Data Quality Controls and Validation
RoL-related fields receive heightened quality scrutiny due to their importance in analytics, benchmarking, and reporting.
Validation and enrichment are supported by a purpose-built AI extraction and validation system that has been iteratively improved through multiple human-in-the-loop (HITL) cycles. Where required, values are re-validated or re-extracted directly from filed source documentation.
Manual review by the data team is performed when automated validation is insufficient or where policy structure complexity warrants additional scrutiny.
Outlier Detection Methodology
RoL values are evaluated at the product level using a log-transformed interquartile range (IQR) methodology to establish expected inlier ranges.

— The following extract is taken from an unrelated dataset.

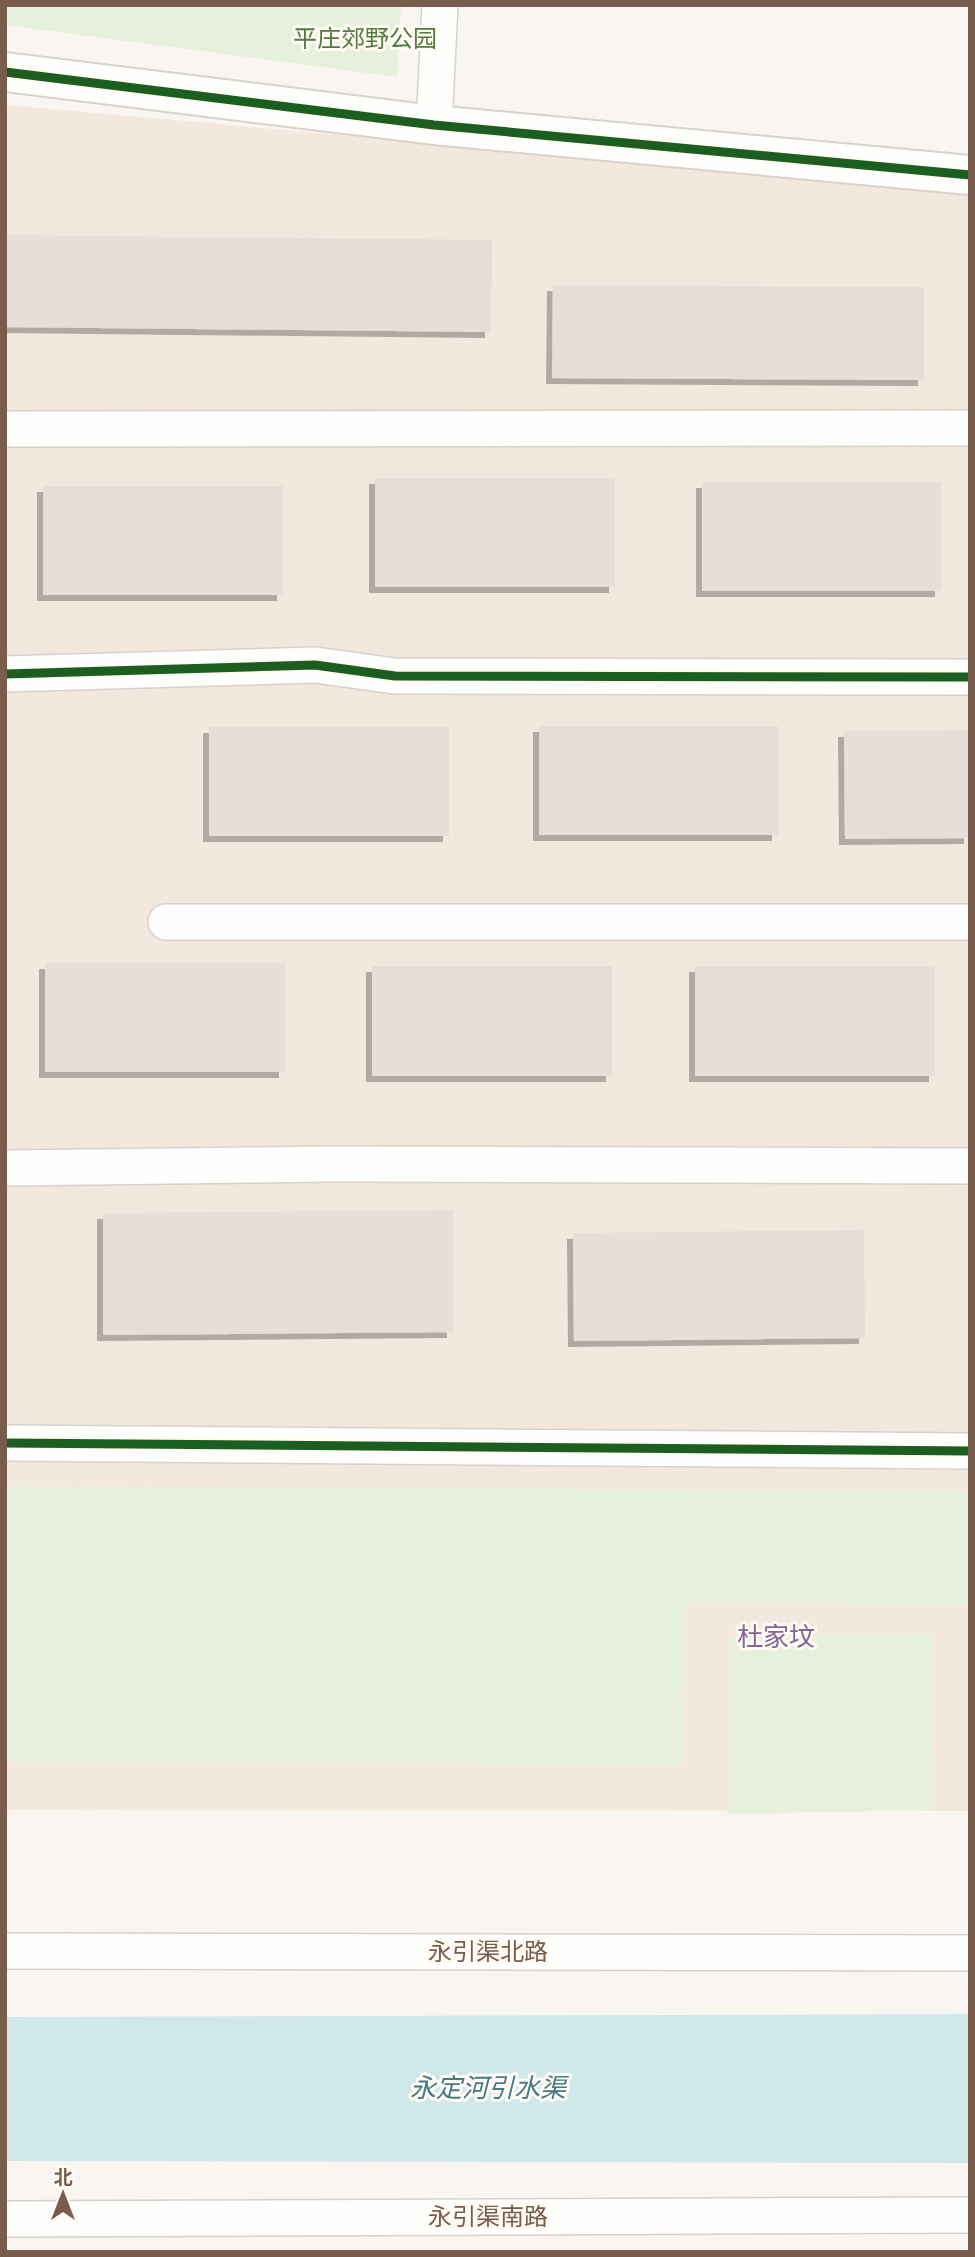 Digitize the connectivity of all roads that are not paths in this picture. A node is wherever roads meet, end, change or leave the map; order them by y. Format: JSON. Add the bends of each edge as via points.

The methodology operates as follows:
- RoL values are log-transformed to reduce skew and stabilize variance
- Quartiles (Q1 and Q3) are calculated on the transformed values
- The interquartile range (IQR) is defined as Q3 − Q1
- Lower and upper bounds are determined using an IQR-based multiplier
- Observations are classified as inliers or outliers based on their position relative to these bounds
- Bounds may be back-transformed to the original RoL scale for interpretability
Outlier Severity Bands
Outliers are categorized into severity bands based on their distance from the nearest bound:
- Inlier — Within expected range
- Mild — Up to 20% beyond the nearest bound
- Moderate — Greater than 20% and up to 50% beyond the nearest bound
- Extreme — Greater than 50% beyond the nearest bound
Review Process
Outliers are not automatically excluded. Instead, they enter a validation workflow that includes:
- Automated re-validation via AI extraction against filed documentation
- Manual review by the data team where required
Only records that pass validation are approved for inclusion in Market Terminal outputs.